To many in Italy, Roberto Mancini was one of those they call baciato dalla grazia – kissed by good fortune; a footballing prodigy so gifted that Sampdoria were prepared to pay £2.2m for him as a 17-year-old in 1982. The most that one British club had paid at that time was Manchester United's £1.5m for Bryan Robson.

That's not how they view him in Naples, though. It is a city where they like to do things differently – they even have their own Camorra mafia – and in Mancini they see a kindred spirit, a man of integrity who resisted the lustre of Juventus and the Milan clubs to further the fortunes of smaller, sometimes destitute sides – Fiorentina, Lazio and Sampdoria. Rather like a certain little Argentine who delivered Napoli their two domestic titles, in fact. "I've got a lot of good memories of games against him; goals, wins," Mancini reflected of Diego Maradona last night. The best of them undoubtedly being his most outrageous goal for Sampdoria – scored in Napoli's Stadio San Paolo – which helped depose the hosts as Italian champions in 1991.

For all that, Mancini still arrived last night with a point to prove, as well three points to gain if City are to progress immediately to the Champions League knockout stages. His domestic record in Italy speaks for itself: he delivered Internazionale the title that 15 previous managers had failed to win over 16 years, and brought stability to a club where the turnover of players had become so great that, so the story goes, their president, Massimo Moratti, recommended signing one player who turned out to be an Inter employee already on loan somewhere else.

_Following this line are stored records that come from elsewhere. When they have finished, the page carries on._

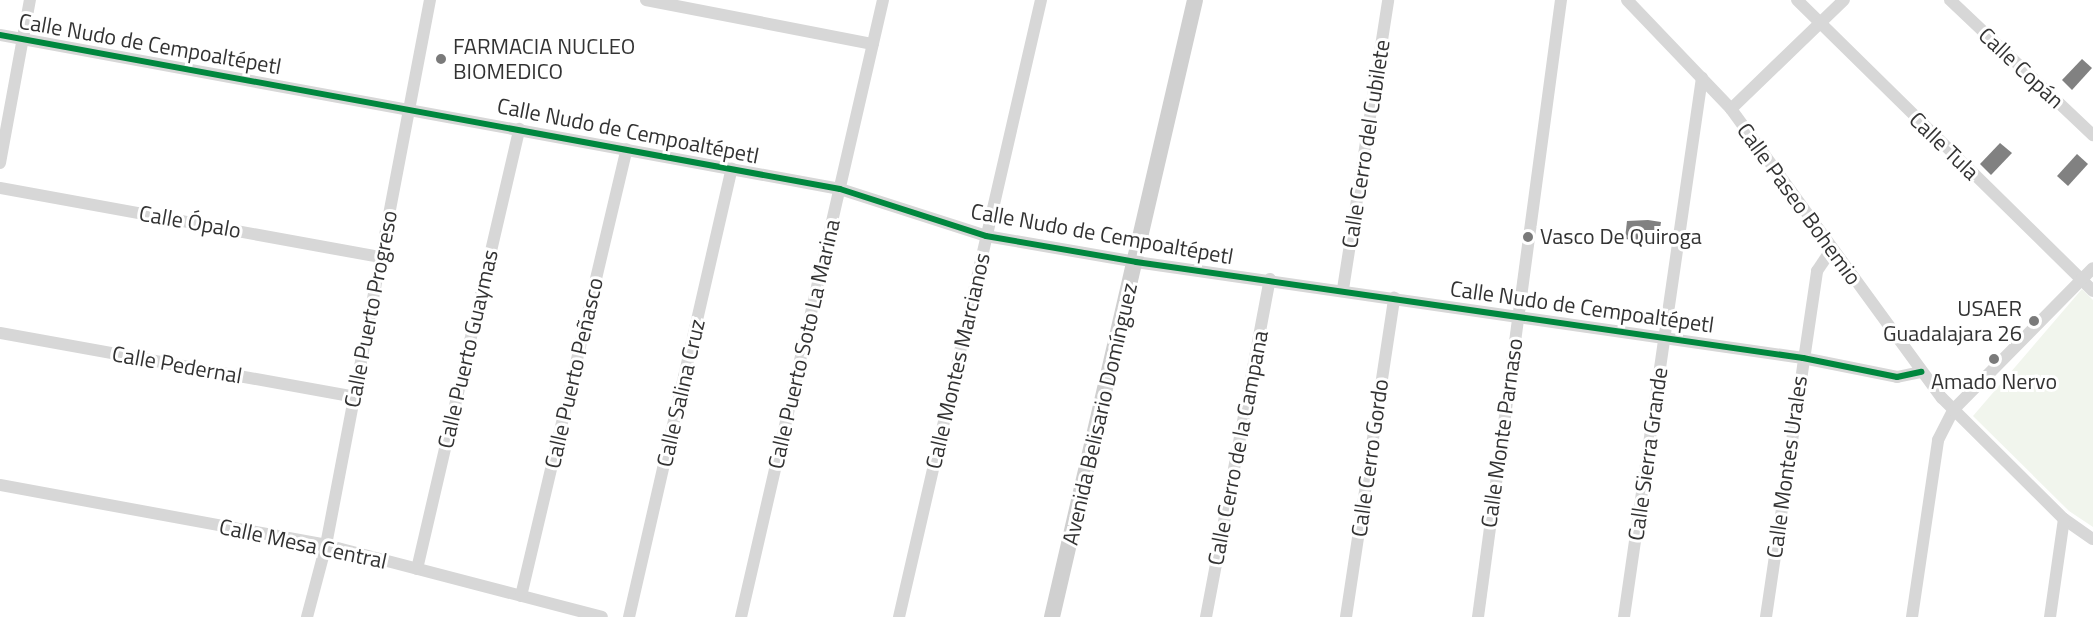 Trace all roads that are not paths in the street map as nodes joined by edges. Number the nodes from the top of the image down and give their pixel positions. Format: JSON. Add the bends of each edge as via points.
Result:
{"nodes":[{"id":1,"x":30,"y":0,"type":"edge"},
{"id":2,"x":430,"y":0,"type":"edge"},
{"id":3,"x":646,"y":0,"type":"edge"},
{"id":4,"x":883,"y":0,"type":"edge"},
{"id":5,"x":1041,"y":0,"type":"edge"},
{"id":6,"x":1195,"y":0,"type":"edge"},
{"id":7,"x":1388,"y":0,"type":"edge"},
{"id":8,"x":1561,"y":0,"type":"edge"},
{"id":9,"x":1627,"y":0,"type":"edge"},
{"id":10,"x":1797,"y":0,"type":"edge"},
{"id":11,"x":1844,"y":0,"type":"edge"},
{"id":12,"x":1950,"y":0,"type":"edge"},
{"id":13,"x":1819,"y":24,"type":"junction"},
{"id":14,"x":0,"y":35,"type":"edge"},
{"id":15,"x":23,"y":39,"type":"junction"},
{"id":16,"x":873,"y":44,"type":"junction"},
{"id":17,"x":1702,"y":78,"type":"junction"},
{"id":18,"x":409,"y":109,"type":"junction"},
{"id":19,"x":1731,"y":109,"type":"junction"},
{"id":20,"x":519,"y":129,"type":"junction"},
{"id":21,"x":2093,"y":135,"type":"edge"},
{"id":22,"x":627,"y":149,"type":"junction"},
{"id":23,"x":0,"y":163,"type":"edge"},
{"id":24,"x":732,"y":169,"type":"junction"},
{"id":25,"x":0,"y":188,"type":"edge"},
{"id":26,"x":840,"y":189,"type":"junction"},
{"id":27,"x":986,"y":236,"type":"junction"},
{"id":28,"x":1831,"y":250,"type":"junction"},
{"id":29,"x":381,"y":257,"type":"junction"},
{"id":30,"x":1137,"y":262,"type":"junction"},
{"id":31,"x":2093,"y":268,"type":"edge"},
{"id":32,"x":1270,"y":279,"type":"junction"},
{"id":33,"x":2082,"y":280,"type":"junction"},
{"id":34,"x":1344,"y":289,"type":"junction"},
{"id":35,"x":2093,"y":291,"type":"edge"},
{"id":36,"x":1394,"y":298,"type":"junction"},
{"id":37,"x":1518,"y":315,"type":"junction"},
{"id":38,"x":0,"y":333,"type":"edge"},
{"id":39,"x":1665,"y":338,"type":"junction"},
{"id":40,"x":1803,"y":358,"type":"junction"},
{"id":41,"x":1921,"y":372,"type":"junction"},
{"id":42,"x":354,"y":397,"type":"junction"},
{"id":43,"x":1953,"y":410,"type":"junction"},
{"id":44,"x":0,"y":485,"type":"edge"},
{"id":45,"x":2064,"y":519,"type":"junction"},
{"id":46,"x":2093,"y":539,"type":"edge"},
{"id":47,"x":326,"y":545,"type":"junction"},
{"id":48,"x":417,"y":569,"type":"junction"},
{"id":49,"x":521,"y":596,"type":"junction"},
{"id":50,"x":307,"y":617,"type":"edge"},
{"id":51,"x":602,"y":617,"type":"edge"},
{"id":52,"x":629,"y":617,"type":"edge"},
{"id":53,"x":741,"y":617,"type":"edge"},
{"id":54,"x":899,"y":617,"type":"edge"},
{"id":55,"x":1052,"y":617,"type":"edge"},
{"id":56,"x":1206,"y":617,"type":"edge"},
{"id":57,"x":1346,"y":617,"type":"edge"},
{"id":58,"x":1478,"y":617,"type":"edge"},
{"id":59,"x":1624,"y":617,"type":"edge"},
{"id":60,"x":1766,"y":617,"type":"edge"},
{"id":61,"x":1912,"y":617,"type":"edge"},
{"id":62,"x":2050,"y":617,"type":"edge"}],
"edges":[{"from":1,"to":15,"type":"street"},
{"from":2,"to":18,"type":"street","name":"Calle Puerto Progreso"},
{"from":3,"to":16,"type":"street"},
{"from":4,"to":16,"type":"street","name":"Calle Puerto Soto La Marina"},
{"from":5,"to":27,"type":"street","name":"Calle Montes Marcianos"},
{"from":6,"to":30,"type":"main road","name":"Avenida Belisario Domínguez"},
{"from":7,"to":34,"type":"street","name":"Calle Cerro del Cubilete"},
{"from":8,"to":37,"type":"street","name":"Calle Monte Parnaso"},
{"from":9,"to":17,"type":"street","name":"Calle Paseo Bohemio"},
{"from":10,"to":13,"type":"street","name":"Calle Tula"},
{"from":11,"to":13,"type":"street"},
{"from":12,"to":21,"type":"street","name":"Calle Copán"},
{"from":13,"to":19,"type":"street"},
{"from":13,"to":33,"type":"street","name":"Calle Tula"},
{"from":14,"to":15,"type":"street","name":"Calle Nudo de Cempoaltépetl"},
{"from":15,"to":18,"type":"street","name":"Calle Nudo de Cempoaltépetl"},
{"from":15,"to":23,"type":"street"},
{"from":16,"to":26,"type":"street","name":"Calle Puerto Soto La Marina"},
{"from":17,"to":19,"type":"street","name":"Calle Paseo Bohemio"},
{"from":17,"to":39,"type":"street","name":"Calle Sierra Grande"},
{"from":18,"to":20,"type":"street","name":"Calle Nudo de Cempoaltépetl"},
{"from":18,"to":29,"type":"street","name":"Calle Puerto Progreso"},
{"from":19,"to":28,"type":"street","name":"Calle Paseo Bohemio"},
{"from":20,"to":22,"type":"street","name":"Calle Nudo de Cempoaltépetl"},
{"from":20,"to":48,"type":"street","name":"Calle Puerto Guaymas"},
{"from":22,"to":24,"type":"street","name":"Calle Nudo de Cempoaltépetl"},
{"from":22,"to":49,"type":"street","name":"Calle Puerto Peñasco"},
{"from":24,"to":26,"type":"street","name":"Calle Nudo de Cempoaltépetl"},
{"from":24,"to":52,"type":"street","name":"Calle Salina Cruz"},
{"from":25,"to":29,"type":"street","name":"Calle Ópalo"},
{"from":26,"to":27,"type":"street","name":"Calle Nudo de Cempoaltépetl"},
{"from":26,"to":53,"type":"street","name":"Calle Puerto Soto La Marina"},
{"from":27,"to":30,"type":"street","name":"Calle Nudo de Cempoaltépetl"},
{"from":27,"to":54,"type":"street","name":"Calle Montes Marcianos"},
{"from":28,"to":40,"type":"street","name":"Calle Montes Urales","via":[[1817,271]]},
{"from":28,"to":41,"type":"street","name":"Calle Paseo Bohemio"},
{"from":29,"to":42,"type":"street","name":"Calle Puerto Progreso"},
{"from":30,"to":32,"type":"street","name":"Calle Nudo de Cempoaltépetl"},
{"from":30,"to":55,"type":"main road","name":"Avenida Belisario Domínguez"},
{"from":31,"to":33,"type":"street"},
{"from":32,"to":34,"type":"street","name":"Calle Nudo de Cempoaltépetl"},
{"from":32,"to":56,"type":"street","name":"Calle Cerro de la Campana"},
{"from":33,"to":35,"type":"street","name":"Calle Tula"},
{"from":33,"to":43,"type":"street"},
{"from":34,"to":36,"type":"street","name":"Calle Nudo de Cempoaltépetl"},
{"from":36,"to":37,"type":"street","name":"Calle Nudo de Cempoaltépetl"},
{"from":36,"to":57,"type":"street","name":"Calle Cerro Gordo"},
{"from":37,"to":39,"type":"street","name":"Calle Nudo de Cempoaltépetl"},
{"from":37,"to":58,"type":"street","name":"Calle Monte Parnaso"},
{"from":38,"to":42,"type":"street","name":"Calle Pedernal"},
{"from":39,"to":40,"type":"street","name":"Calle Nudo de Cempoaltépetl"},
{"from":39,"to":59,"type":"street","name":"Calle Sierra Grande"},
{"from":40,"to":41,"type":"street","name":"Calle Nudo de Cempoaltépetl","via":[[1897,377]]},
{"from":40,"to":60,"type":"street","name":"Calle Montes Urales"},
{"from":41,"to":43,"type":"street","name":"Calle Paseo Bohemio"},
{"from":42,"to":47,"type":"street","name":"Calle Puerto Progreso"},
{"from":43,"to":45,"type":"street","name":"Calle Paseo Bohemio"},
{"from":43,"to":61,"type":"street","via":[[1938,440]]},
{"from":44,"to":47,"type":"street","name":"Calle Mesa Central"},
{"from":45,"to":46,"type":"street","name":"Calle Paseo Bohemio"},
{"from":45,"to":62,"type":"street"},
{"from":47,"to":48,"type":"street","name":"Calle Mesa Central"},
{"from":47,"to":50,"type":"street","name":"Calle Puerto Progreso"},
{"from":48,"to":49,"type":"street","name":"Calle Mesa Central"},
{"from":49,"to":51,"type":"street","name":"Calle Mesa Central"}]} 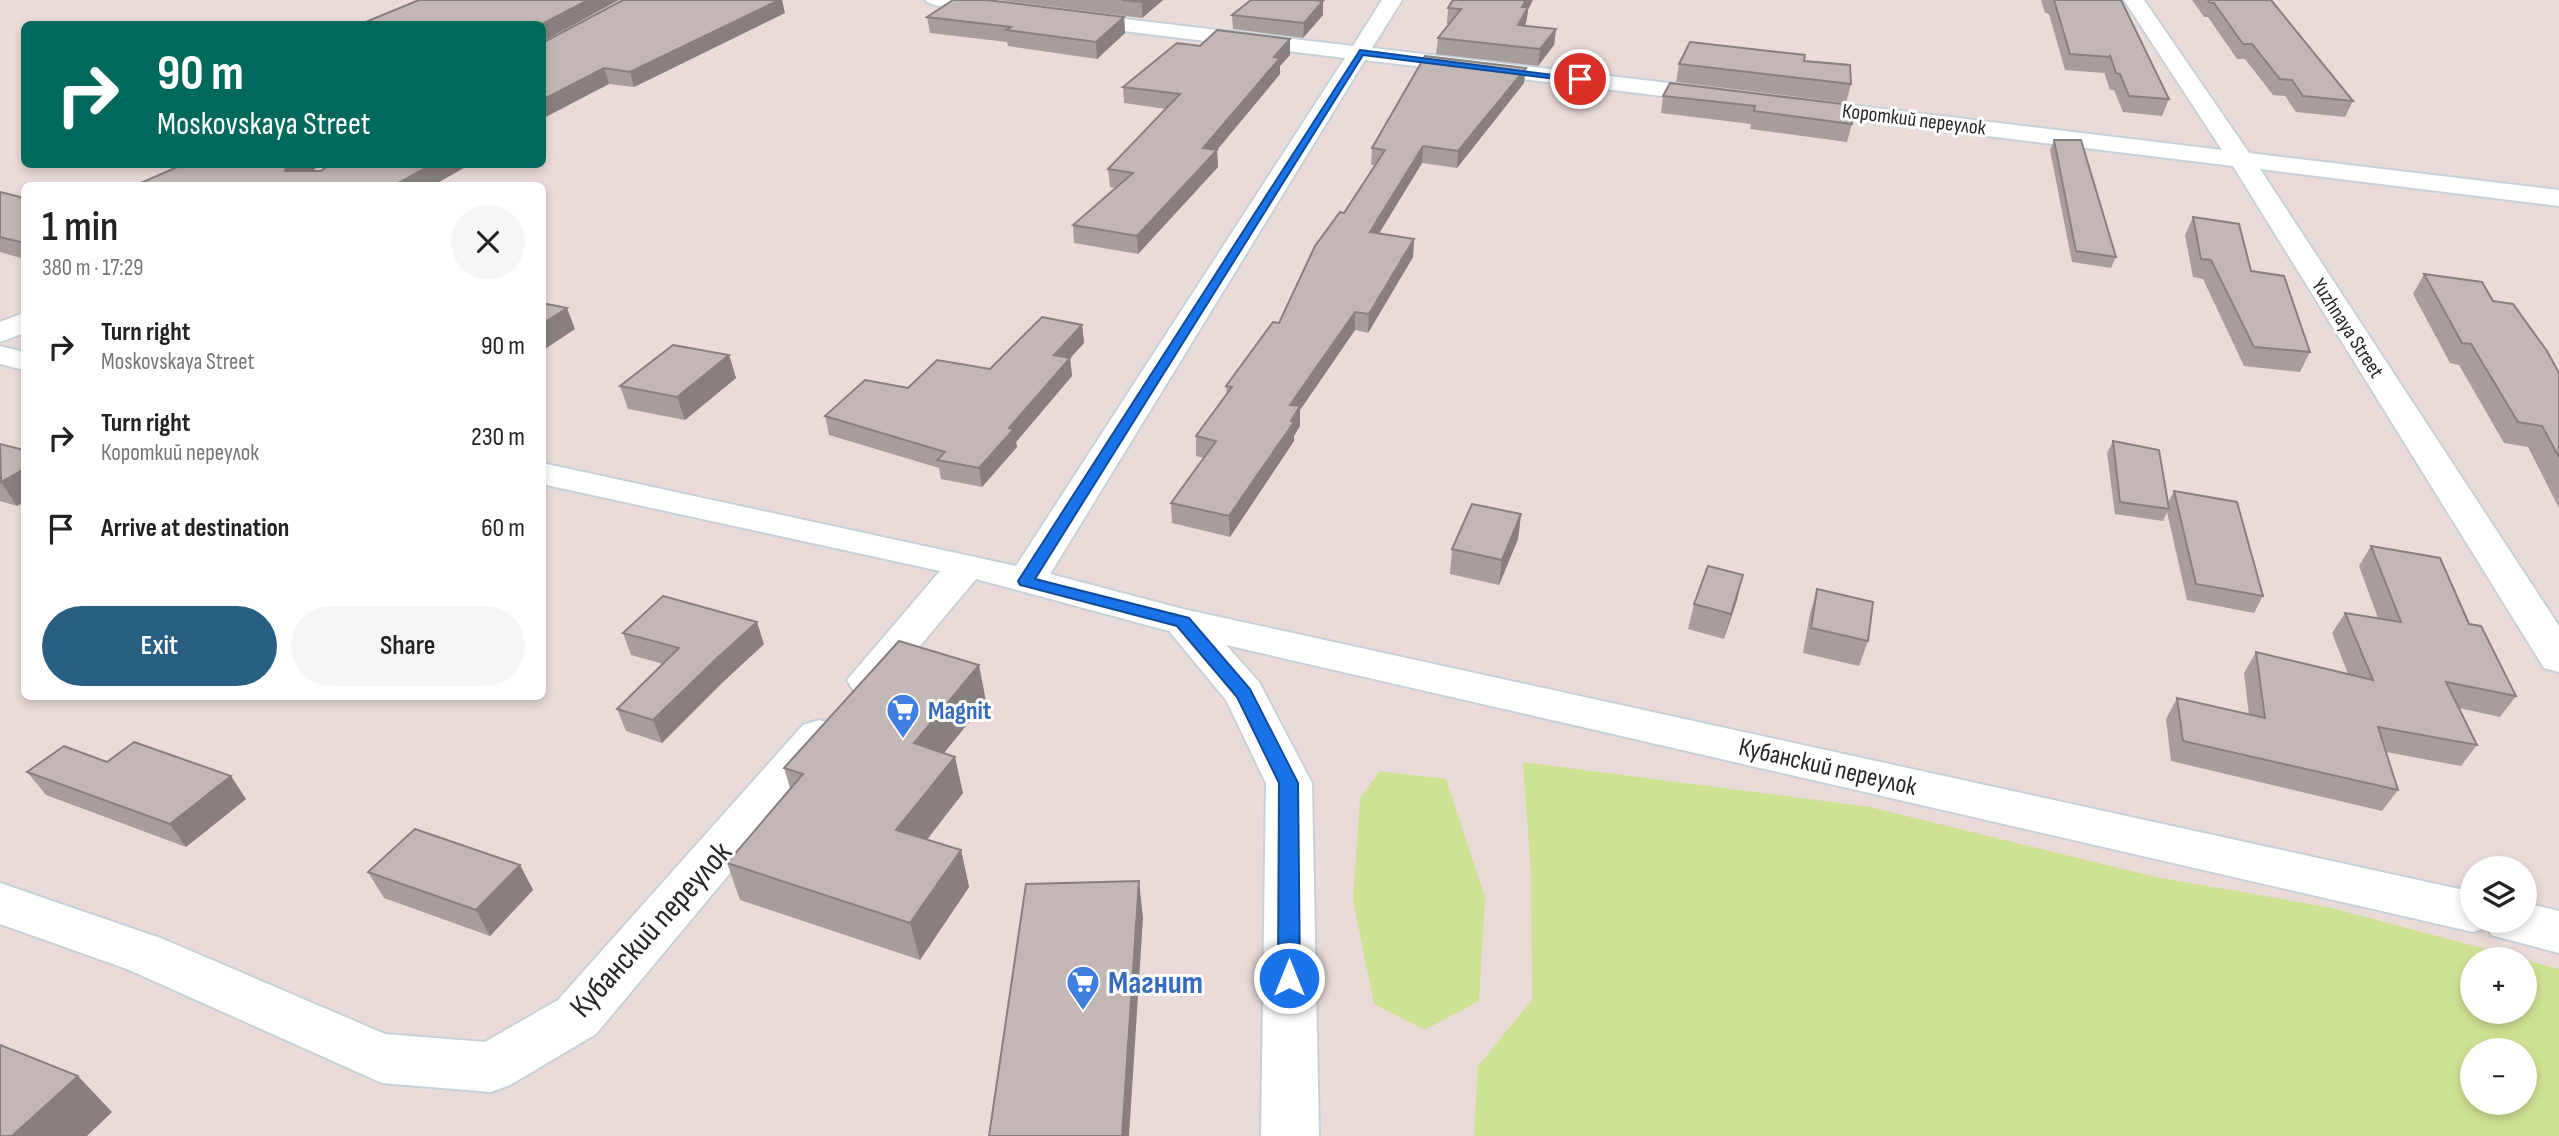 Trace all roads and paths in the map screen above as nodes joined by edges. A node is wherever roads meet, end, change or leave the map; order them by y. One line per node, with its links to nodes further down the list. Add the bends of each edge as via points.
1 (936, 0): 4 (street)
2 (1392, 0): 6 (street)
3 (2134, 0): 9 (street, Yuzhnaya Street)
4 (1029, 13)
5 (1056, 17): 6 (street)
6 (1360, 52): 7 (street); 17 (street)
7 (1745, 99)
8 (1773, 102): 9 (street, Короткий переулок)
9 (2241, 159): 10 (street, Короткий переулок); 19 (street, Yuzhnaya Street)
10 (2559, 198)
11 (21, 323): 12 (street)
12 (0, 333)
13 (0, 355): 14 (street)
14 (21, 360)
15 (546, 474): 16 (street, Кубанский переулок)
16 (967, 565): 17 (street, Кубанский переулок); 20 (street, Кубанский переулок, via 577,1017 491,1067 382,1058 145,954)
17 (1026, 581): 18 (street, Кубанский переулок)
18 (1183, 622): 21 (street, Кубанский переулок); 24 (street, via 1244,694 1289,783)
19 (2559, 658)
20 (0, 903)
21 (2460, 909)
22 (2537, 927): 23 (street)
23 (2559, 932)
24 (1290, 1136)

Europe was the unticked box, even though he dodged this notion when it was put to him here. "I think it is important to try to win everywhere – in England, Italy, Spain," he insisted. "I don't know if it's possible to go very far in the tournament but we want to go to the second stage and after that anything can happen."

It was from the ashes of a last 16 defeat to Liverpool that he quit Inter in 2008, though the machinations behind the scenes at the time suggest that Fernando Torres's goal at Anfield was not the only reason. Now Mancini will seek to show Italy what they lost by allowing him to leave for England.

"We've got the guys but I actually think it is too soon to see we are the finished product," he concluded last night. "We grew too quickly probably and we need to [pause and reflect]. At this moment we are closer to Napoli than Real or Barcelona. We can only think about tomorrow."